During National Blog Posting Month, I listed many different articles which I wanted to write, and barely scratched the surface of them. One of the projected articles concerned Koichi Mashimo’s Girls with Guns Trilogy–Noir, Madlax, and El Cazador de la Bruja. At last, I have turned my attention to writing this article, which describes why I loved these series so much–at least the first two. El Cazador de la Bruja doesn’t pack as much of a punch.
First, do not let the nickname “Girls with Guns” mislead you into thinking that these shows provide vapid entertainment. These series stand as some of anime’s most intellectual. Its plots are shrouded with mystery and stick to the technique of gradual revelation.

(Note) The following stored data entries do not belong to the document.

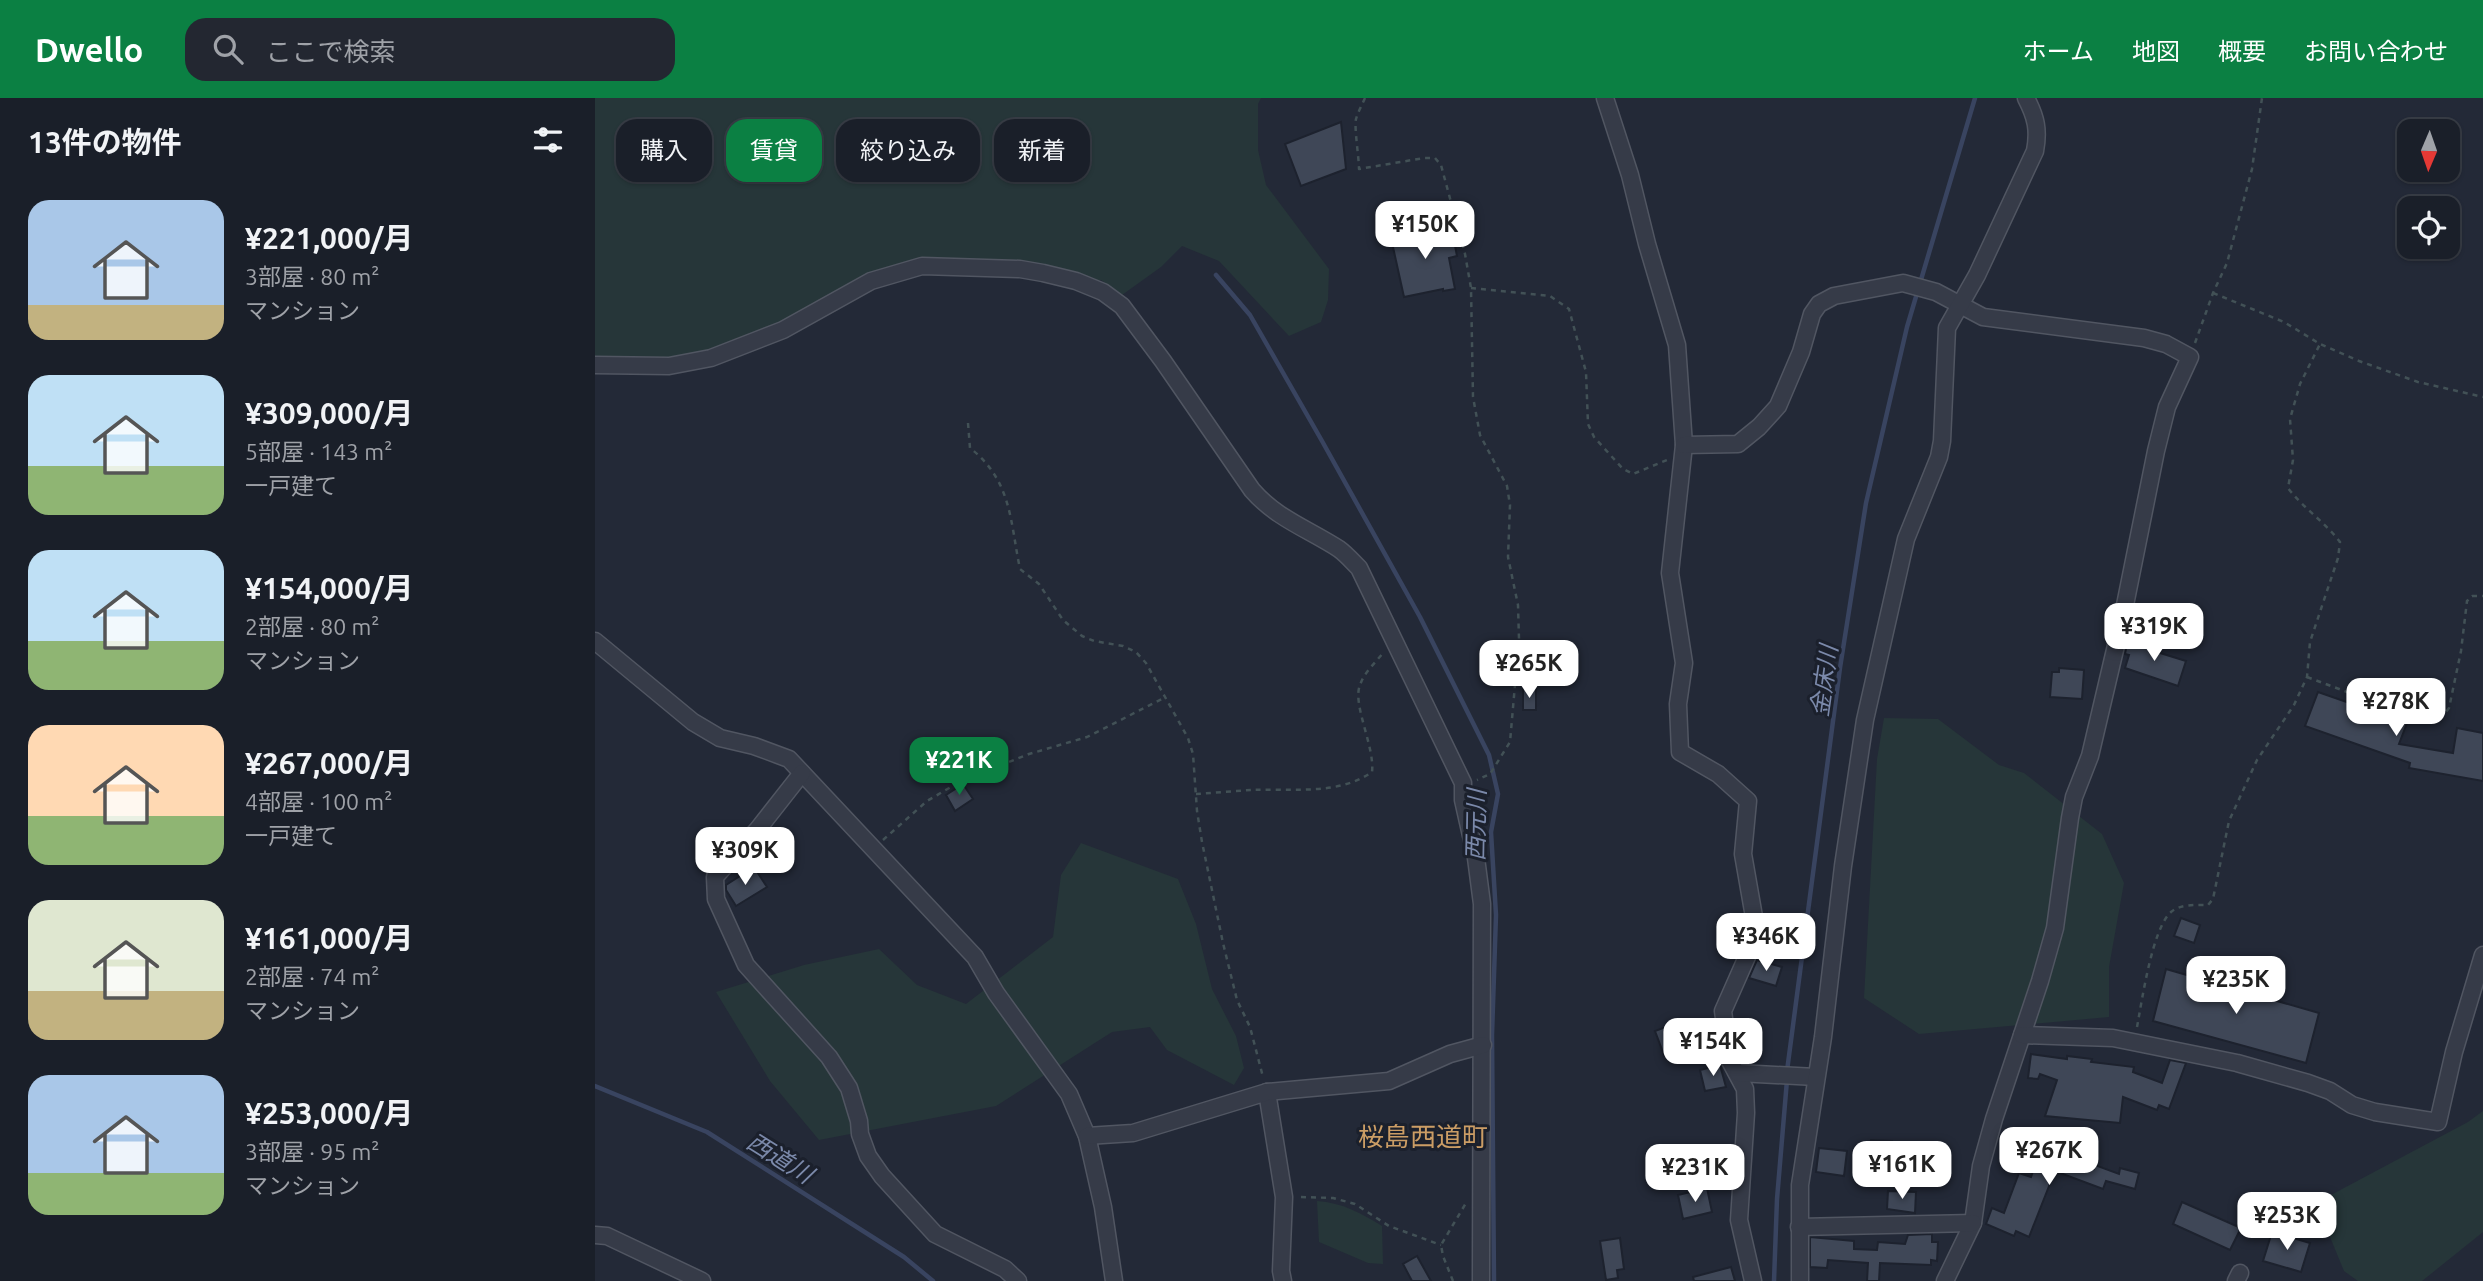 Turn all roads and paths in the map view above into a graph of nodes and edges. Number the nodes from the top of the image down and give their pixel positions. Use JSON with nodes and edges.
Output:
{"nodes":[{"id":1,"x":1365,"y":98,"type":"edge"},
{"id":2,"x":1605,"y":98,"type":"edge"},
{"id":3,"x":2026,"y":98,"type":"edge"},
{"id":4,"x":2262,"y":98,"type":"edge"},
{"id":5,"x":1471,"y":288,"type":"junction"},
{"id":6,"x":2213,"y":293,"type":"junction"},
{"id":7,"x":1960,"y":304,"type":"junction"},
{"id":8,"x":2320,"y":344,"type":"junction"},
{"id":9,"x":2190,"y":357,"type":"junction"},
{"id":10,"x":595,"y":365,"type":"edge"},
{"id":11,"x":2483,"y":397,"type":"edge"},
{"id":12,"x":968,"y":423,"type":"dead end"},
{"id":13,"x":1684,"y":449,"type":"junction"},
{"id":14,"x":2483,"y":596,"type":"edge"},
{"id":15,"x":1394,"y":639,"type":"junction"},
{"id":16,"x":595,"y":641,"type":"edge"},
{"id":17,"x":2307,"y":677,"type":"junction"},
{"id":18,"x":1164,"y":698,"type":"junction"},
{"id":19,"x":801,"y":772,"type":"junction"},
{"id":20,"x":1479,"y":779,"type":"dead end"},
{"id":21,"x":1196,"y":794,"type":"junction"},
{"id":22,"x":873,"y":849,"type":"junction"},
{"id":23,"x":2483,"y":955,"type":"edge"},
{"id":24,"x":2022,"y":1035,"type":"junction"},
{"id":25,"x":2134,"y":1042,"type":"junction"},
{"id":26,"x":1483,"y":1045,"type":"junction"},
{"id":27,"x":1738,"y":1073,"type":"junction"},
{"id":28,"x":1810,"y":1076,"type":"junction"},
{"id":29,"x":1267,"y":1092,"type":"junction"},
{"id":30,"x":1087,"y":1136,"type":"junction"},
{"id":31,"x":1482,"y":1178,"type":"junction"},
{"id":32,"x":1284,"y":1197,"type":"junction"},
{"id":33,"x":1973,"y":1223,"type":"junction"},
{"id":34,"x":1799,"y":1227,"type":"junction"},
{"id":35,"x":595,"y":1235,"type":"edge"},
{"id":36,"x":1441,"y":1245,"type":"junction"},
{"id":37,"x":702,"y":1281,"type":"edge"},
{"id":38,"x":1018,"y":1281,"type":"edge"},
{"id":39,"x":1114,"y":1281,"type":"edge"},
{"id":40,"x":1283,"y":1281,"type":"edge"},
{"id":41,"x":1453,"y":1281,"type":"edge"},
{"id":42,"x":1481,"y":1281,"type":"edge"},
{"id":43,"x":1753,"y":1281,"type":"edge"},
{"id":44,"x":1800,"y":1281,"type":"edge"},
{"id":45,"x":1945,"y":1281,"type":"edge"}],
"edges":[{"from":1,"to":5,"type":"path"},
{"from":2,"to":13,"type":"street"},
{"from":3,"to":7,"type":"street"},
{"from":4,"to":6,"type":"path"},
{"from":5,"to":13,"type":"path"},
{"from":5,"to":20,"type":"path"},
{"from":6,"to":8,"type":"path"},
{"from":6,"to":9,"type":"path"},
{"from":7,"to":9,"type":"street"},
{"from":7,"to":13,"type":"street"},
{"from":7,"to":28,"type":"street"},
{"from":8,"to":11,"type":"path"},
{"from":8,"to":17,"type":"path"},
{"from":9,"to":24,"type":"street"},
{"from":10,"to":15,"type":"street"},
{"from":12,"to":18,"type":"path"},
{"from":13,"to":27,"type":"street"},
{"from":14,"to":17,"type":"path"},
{"from":15,"to":21,"type":"path"},
{"from":15,"to":26,"type":"street"},
{"from":16,"to":19,"type":"street"},
{"from":17,"to":25,"type":"path"},
{"from":18,"to":21,"type":"path"},
{"from":18,"to":22,"type":"path"},
{"from":19,"to":22,"type":"street"},
{"from":19,"to":38,"type":"street"},
{"from":21,"to":29,"type":"path"},
{"from":22,"to":30,"type":"street"},
{"from":23,"to":25,"type":"street"},
{"from":24,"to":25,"type":"street"},
{"from":24,"to":33,"type":"street"},
{"from":26,"to":29,"type":"street"},
{"from":26,"to":31,"type":"street"},
{"from":27,"to":28,"type":"street"},
{"from":27,"to":43,"type":"street"},
{"from":28,"to":34,"type":"street"},
{"from":29,"to":30,"type":"street"},
{"from":29,"to":32,"type":"street"},
{"from":30,"to":39,"type":"street"},
{"from":31,"to":36,"type":"path"},
{"from":31,"to":42,"type":"street"},
{"from":32,"to":36,"type":"path"},
{"from":32,"to":40,"type":"street"},
{"from":33,"to":34,"type":"street"},
{"from":33,"to":45,"type":"street"},
{"from":34,"to":44,"type":"street"},
{"from":35,"to":37,"type":"street"},
{"from":36,"to":41,"type":"path"}]}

Authors like Hemingway and Dostoyevsky are alluded to in Noir. (For the life of me, I can’t remember if Madlax contained any similar allusions.) The first and best, Noir, presents the story of two assassins. One of them, Kirika, enlists the aid of another assassin named Mireille in order to discover her identity. During their missions they discover the existence of Les Soldats, a mysterious organization which wants to use Kirika’s talents for their own ends. The second, both chronologically and in greatness, Madlax, covers the relationship between its titular assassin and a young girl with whom she is mysteriously connected. The last, El Cazador de la Bruja, stands higher than most of what’s being produced currently, but I managed to get sidetracked from it. I blame the blogosphere for making me focus on what’s currently popular. 🙂
The first thing which strikes the viewer about these shows is the quality of the music. I could listen to Coppelia’s Casket and Nowhere all day. They are very addictive! During the episodes, Mashimo relies heavily on music to set the mood of the scenes, which is a weakness in some directors; but the quality of the music means no complaints will be forthcoming from me. Few series excel so well at immersing the viewer in the countries where the action take place, and the musical score along with the detail of the backgrounds allows for this complete sense of immersion.
Also refreshing is how rich in character the heroines are. Contemporary anime, perhaps more than other mediums, employ stock characters to a disturbingly high degree. This was one of the things which made me–someone who cares more about original characters than plots–for the most part quit watching new shows from 2009 – 2012. (My longtime followers might remember this article, which marks the beginning of me becoming interested once again in contemporary works.) In Noir and Madlax, men play the scantest roles. (The thing they do best is getting shot.) This makes having dynamic, multifaceted female characters necessary. Many people dislike Mireille, but I find her a charming bluestocking with a zest for life. (It also happens to be very easy for me to like leggy French blondes with blue eyes.) She loves fine food and wine and quotes Hemingway in the second episode of the series, a series which, with its laconic dialogue and strict adherence to show don’t tell, is very Hemingwayan itself.
Kirika, despite being as blue the the titular character of Goethe’s The Sorrows of Young Werther, provides the viewers with some awesome gunfights. Who can forget the popcorn scene in particular? She, along with Mireille and Madlax, have a tendecy to take out their targets with one shot; though, Kirika is more than willing to use more–as you’re supposed to. Amusingly, Mireille even calls Kirika vulgar once for the way she offs a certain villain.
Though, if any character in the series raises assassination to an art form, it would be Madlax. She occasionally wears an evening gown as she takes down her enemies. The scene where she downs people in moving vehicles with a pistol at over 100 years takes the biscuit as one of the most outrageous anime gunfights ever. But, Madlax is perhaps the most lovable character in any of these series. She combines the best traits of Kirika and Mireille: Madlax has Kirika’s efficiency and quietude and Mireille’s aesthetic sensibility and beauty.
From what I have seen of El Cazador de la Bruja, it stands as the weakest show, though I find the main characters very amusing to watch. Imagine Kirika with a sense of humor and a quick tempered and less suave Mireille, and you’ll have a good picture of the two main characters. I also liked the change from assassins to bounty hunters as the profession of the main characters.
Anyway, Koichi Mashimo directed two original classic series and one rather enjoyable picaresque romp. Be sure to put the first two under your anime watching belt at least!